Voor meer informatie over de instellingen die geconfigureerd kunnen worden, raadpleegt u Instellingen die op het bedieningspaneel geconfigureerd kunnen worden.

8Voer het aantal kopieën in met de cijfertoetsen en druk daarna op [Afdrukken].

Opmerking

  • Als u het aantal kopieën wijzigt als meerdere documenten worden geselecteerd, zal het nieuw gespecificeerde aantal kopieën worden afgedrukt voor alle geselecteerde documenten. Als u het aantal niet wijzigt, wordt het aantal kopieën dat is gedefinieerd tijdens het opslaan van de documenten afgedrukt voor elk document.

  • Om het afdrukken te stoppen nadat u het afdrukken gestart heeft, drukt u op [Taak reset] of [Stoppen] op het [Printer]-scherm. Het bestand wordt dan verwijderd.

  • U kunt een testafdrukbestand ook met Web Image Monitor afdrukken.

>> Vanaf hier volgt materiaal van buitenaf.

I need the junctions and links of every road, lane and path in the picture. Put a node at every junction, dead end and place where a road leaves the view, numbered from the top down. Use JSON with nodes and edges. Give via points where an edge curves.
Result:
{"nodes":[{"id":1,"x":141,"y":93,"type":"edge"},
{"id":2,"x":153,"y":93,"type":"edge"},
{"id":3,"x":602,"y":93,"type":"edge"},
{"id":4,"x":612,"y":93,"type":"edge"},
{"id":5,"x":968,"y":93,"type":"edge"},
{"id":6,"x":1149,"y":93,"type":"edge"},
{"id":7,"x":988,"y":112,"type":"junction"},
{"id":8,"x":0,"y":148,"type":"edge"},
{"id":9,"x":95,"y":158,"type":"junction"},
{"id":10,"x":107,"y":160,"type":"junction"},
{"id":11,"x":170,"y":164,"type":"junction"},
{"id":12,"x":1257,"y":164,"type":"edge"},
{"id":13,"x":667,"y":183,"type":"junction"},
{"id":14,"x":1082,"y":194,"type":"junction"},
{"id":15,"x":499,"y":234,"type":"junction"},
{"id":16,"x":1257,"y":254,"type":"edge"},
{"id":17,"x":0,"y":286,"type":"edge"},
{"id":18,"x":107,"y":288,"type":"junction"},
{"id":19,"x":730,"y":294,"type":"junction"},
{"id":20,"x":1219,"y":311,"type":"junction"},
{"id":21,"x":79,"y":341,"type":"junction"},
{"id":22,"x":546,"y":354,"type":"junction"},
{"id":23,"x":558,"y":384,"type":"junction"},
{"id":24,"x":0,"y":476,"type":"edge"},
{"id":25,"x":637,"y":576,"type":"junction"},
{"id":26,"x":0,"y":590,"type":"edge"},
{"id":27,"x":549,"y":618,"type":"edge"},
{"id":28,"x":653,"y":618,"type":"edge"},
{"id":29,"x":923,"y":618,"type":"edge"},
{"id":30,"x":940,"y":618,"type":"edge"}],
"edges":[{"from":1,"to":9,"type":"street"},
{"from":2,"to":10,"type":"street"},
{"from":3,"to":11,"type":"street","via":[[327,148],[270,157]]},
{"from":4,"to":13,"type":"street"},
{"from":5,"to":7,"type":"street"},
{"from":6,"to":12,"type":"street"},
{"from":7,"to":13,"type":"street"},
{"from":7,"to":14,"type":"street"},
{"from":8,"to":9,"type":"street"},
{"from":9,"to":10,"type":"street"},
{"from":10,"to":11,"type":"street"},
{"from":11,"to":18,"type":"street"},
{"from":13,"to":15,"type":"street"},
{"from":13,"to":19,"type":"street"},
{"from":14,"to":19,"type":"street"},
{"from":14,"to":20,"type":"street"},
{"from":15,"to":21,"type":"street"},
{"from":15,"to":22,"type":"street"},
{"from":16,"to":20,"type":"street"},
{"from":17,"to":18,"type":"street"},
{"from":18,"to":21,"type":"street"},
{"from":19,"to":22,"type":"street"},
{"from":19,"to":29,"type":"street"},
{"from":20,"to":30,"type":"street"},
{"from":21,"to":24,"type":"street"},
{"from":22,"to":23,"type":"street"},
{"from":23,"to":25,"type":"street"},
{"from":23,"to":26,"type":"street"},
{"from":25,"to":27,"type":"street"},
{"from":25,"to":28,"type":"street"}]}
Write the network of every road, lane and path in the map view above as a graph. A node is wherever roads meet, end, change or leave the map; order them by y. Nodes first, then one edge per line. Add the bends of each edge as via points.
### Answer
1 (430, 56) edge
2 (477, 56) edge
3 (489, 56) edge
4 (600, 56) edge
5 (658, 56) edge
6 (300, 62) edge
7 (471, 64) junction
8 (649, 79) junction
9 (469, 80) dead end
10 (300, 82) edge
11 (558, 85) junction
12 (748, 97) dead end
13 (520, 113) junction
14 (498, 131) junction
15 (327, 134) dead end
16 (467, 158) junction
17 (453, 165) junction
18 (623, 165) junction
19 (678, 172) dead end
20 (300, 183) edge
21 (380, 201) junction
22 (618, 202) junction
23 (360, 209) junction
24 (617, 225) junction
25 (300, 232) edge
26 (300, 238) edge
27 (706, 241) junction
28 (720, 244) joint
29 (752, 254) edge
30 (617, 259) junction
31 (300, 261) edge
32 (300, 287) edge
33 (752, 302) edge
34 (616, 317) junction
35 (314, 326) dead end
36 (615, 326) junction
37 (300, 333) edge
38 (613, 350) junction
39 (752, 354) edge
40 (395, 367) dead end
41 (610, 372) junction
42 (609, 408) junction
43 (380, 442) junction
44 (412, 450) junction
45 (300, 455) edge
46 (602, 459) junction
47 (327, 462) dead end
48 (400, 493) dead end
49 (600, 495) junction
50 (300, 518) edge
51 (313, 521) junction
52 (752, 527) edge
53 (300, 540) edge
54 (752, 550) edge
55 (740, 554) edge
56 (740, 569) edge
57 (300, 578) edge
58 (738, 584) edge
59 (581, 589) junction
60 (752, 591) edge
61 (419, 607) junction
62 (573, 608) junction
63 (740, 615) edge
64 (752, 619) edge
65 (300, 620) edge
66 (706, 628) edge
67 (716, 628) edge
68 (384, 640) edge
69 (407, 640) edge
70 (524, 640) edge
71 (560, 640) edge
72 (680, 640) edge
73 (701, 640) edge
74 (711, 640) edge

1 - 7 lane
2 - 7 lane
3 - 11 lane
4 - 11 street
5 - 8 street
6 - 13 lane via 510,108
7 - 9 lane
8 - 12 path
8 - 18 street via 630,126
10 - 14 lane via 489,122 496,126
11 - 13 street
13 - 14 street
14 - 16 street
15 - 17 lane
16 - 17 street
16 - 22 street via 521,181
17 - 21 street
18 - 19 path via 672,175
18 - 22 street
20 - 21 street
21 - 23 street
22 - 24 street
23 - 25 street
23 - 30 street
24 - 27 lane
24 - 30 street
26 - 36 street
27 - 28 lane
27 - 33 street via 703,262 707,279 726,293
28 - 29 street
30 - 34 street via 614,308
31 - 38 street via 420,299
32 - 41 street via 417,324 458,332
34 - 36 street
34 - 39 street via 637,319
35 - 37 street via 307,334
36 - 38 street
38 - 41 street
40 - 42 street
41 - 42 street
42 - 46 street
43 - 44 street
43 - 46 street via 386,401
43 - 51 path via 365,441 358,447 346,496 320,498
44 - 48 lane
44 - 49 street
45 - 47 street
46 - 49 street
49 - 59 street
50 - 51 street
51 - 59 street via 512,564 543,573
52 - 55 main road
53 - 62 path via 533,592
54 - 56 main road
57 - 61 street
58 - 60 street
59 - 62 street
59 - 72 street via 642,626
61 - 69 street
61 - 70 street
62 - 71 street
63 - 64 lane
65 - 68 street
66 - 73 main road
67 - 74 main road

Voor meer informatie, zie de Help-functie van Web Image Monitor.

Testafdrukbestanden verwijderen

Als u niet tevreden bent over de testafdruk kunt u het testafdrukbestand verwijderen, wijzigen en opnieuw afdrukken, net zolang totdat u wel tevreden bent.

1Druk op [Printer (klassiek)] op het Home-scherm.

Afbeelding van bedieningspaneel

2Druk op het tabblad [Afdruktaken].

Afbeelding van bedieningspaneel

3Druk op [Voorbeeldafdr.].

4Selecteer de bestanden die u wilt verwijderen.

U kunt alle testafdrukbestanden in één keer afdrukken door na selectie van één bestand op [Select. alle tk. ] te drukken.

5Druk op [Verwijderen].

6Druk op [Ja].

Opmerking

  • U kunt een testafdrukbestand ook met Web Image Monitor verwijderen. Voor meer informatie, zie de Help-functie van Web Image Monitor.